> **EXERCISE BRIEF**
Write each line below back out exactly, omitting its pictures.

> **SOURCE DATA**
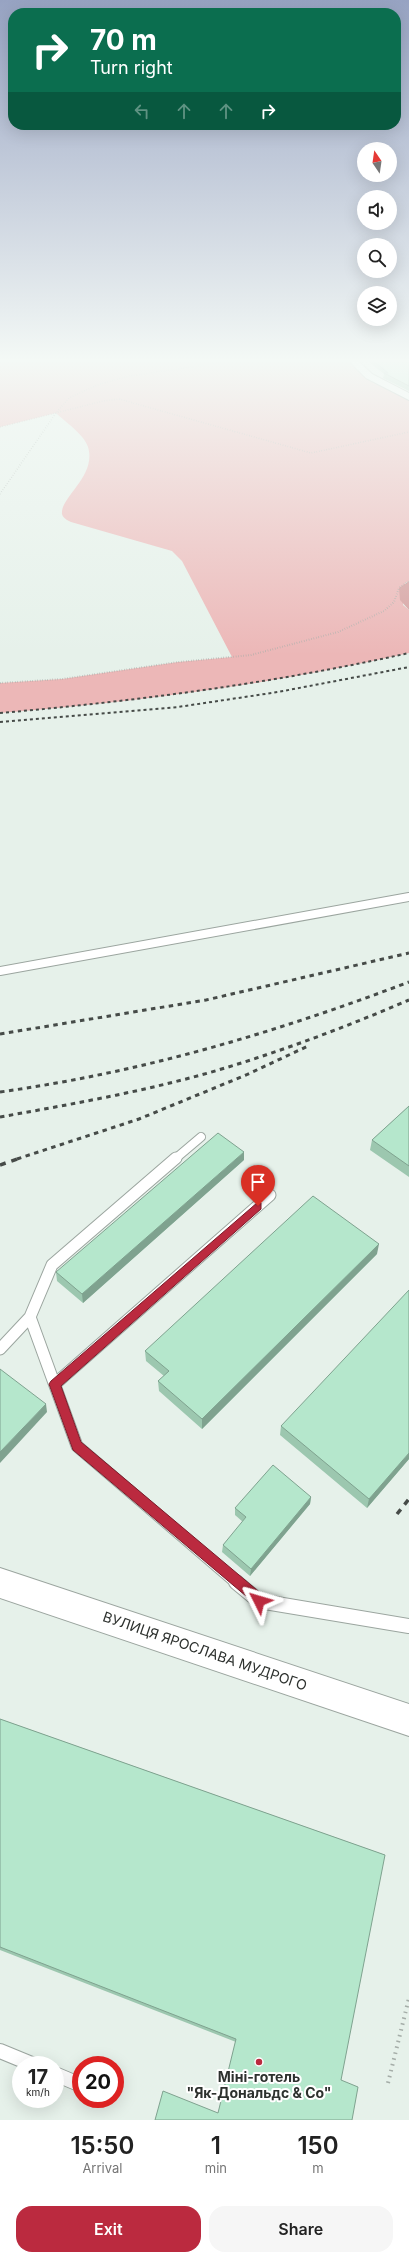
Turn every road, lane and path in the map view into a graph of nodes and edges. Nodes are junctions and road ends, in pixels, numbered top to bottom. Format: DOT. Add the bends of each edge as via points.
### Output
graph roads {
  1 [pos="26,457"];
  2 [pos="0,494"];
  3 [pos="409,581"];
  4 [pos="0,683"];
  5 [pos="409,897"];
  6 [pos="0,971"];
  7 [pos="201,1137"];
  8 [pos="270,1196"];
  9 [pos="30,1317"];
  10 [pos="0,1349"];
  11 [pos="55,1384"];
  12 [pos="0,1583"];
  13 [pos="409,1626"];
  14 [pos="409,1720"];
  15 [pos="409,1998"];
  16 [pos="0,2050"];
  17 [pos="14,2056"];
  18 [pos="388,2083"];
  1 -- 2 [label="path"];
  3 -- 4 [label="path" via="399,588 394,602 384,611 338,632 258,653 62,679"];
  5 -- 6 [label="lane"];
  7 -- 9 [label="lane" via="52,1266"];
  8 -- 11 [label="lane"];
  9 -- 10 [label="lane"];
  9 -- 11 [label="lane"];
  11 -- 13 [label="lane" via="77,1446 259,1601"];
  12 -- 14 [label="street, ВУЛИЦЯ ЯРОСЛАВА МУДРОГО"];
  15 -- 18 [label="path"];
  16 -- 17 [label="lane"];
}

> **SOLUTION FOR THIS TASK**
Turn every road, lane and path in the map view into a graph of nodes and edges. Nodes are junctions and road ends, in pixels, numbered top to bottom. Format: DOT. Add the bends of each edge as via points.
### Output
graph roads {
  1 [pos="26,457"];
  2 [pos="0,494"];
  3 [pos="409,581"];
  4 [pos="0,683"];
  5 [pos="409,897"];
  6 [pos="0,971"];
  7 [pos="201,1137"];
  8 [pos="270,1196"];
  9 [pos="30,1317"];
  10 [pos="0,1349"];
  11 [pos="55,1384"];
  12 [pos="0,1583"];
  13 [pos="409,1626"];
  14 [pos="409,1720"];
  15 [pos="409,1998"];
  16 [pos="0,2050"];
  17 [pos="14,2056"];
  18 [pos="388,2083"];
  1 -- 2 [label="path"];
  3 -- 4 [label="path" via="399,588 394,602 384,611 338,632 258,653 62,679"];
  5 -- 6 [label="lane"];
  7 -- 9 [label="lane" via="52,1266"];
  8 -- 11 [label="lane"];
  9 -- 10 [label="lane"];
  9 -- 11 [label="lane"];
  11 -- 13 [label="lane" via="77,1446 259,1601"];
  12 -- 14 [label="street, ВУЛИЦЯ ЯРОСЛАВА МУДРОГО"];
  15 -- 18 [label="path"];
  16 -- 17 [label="lane"];
}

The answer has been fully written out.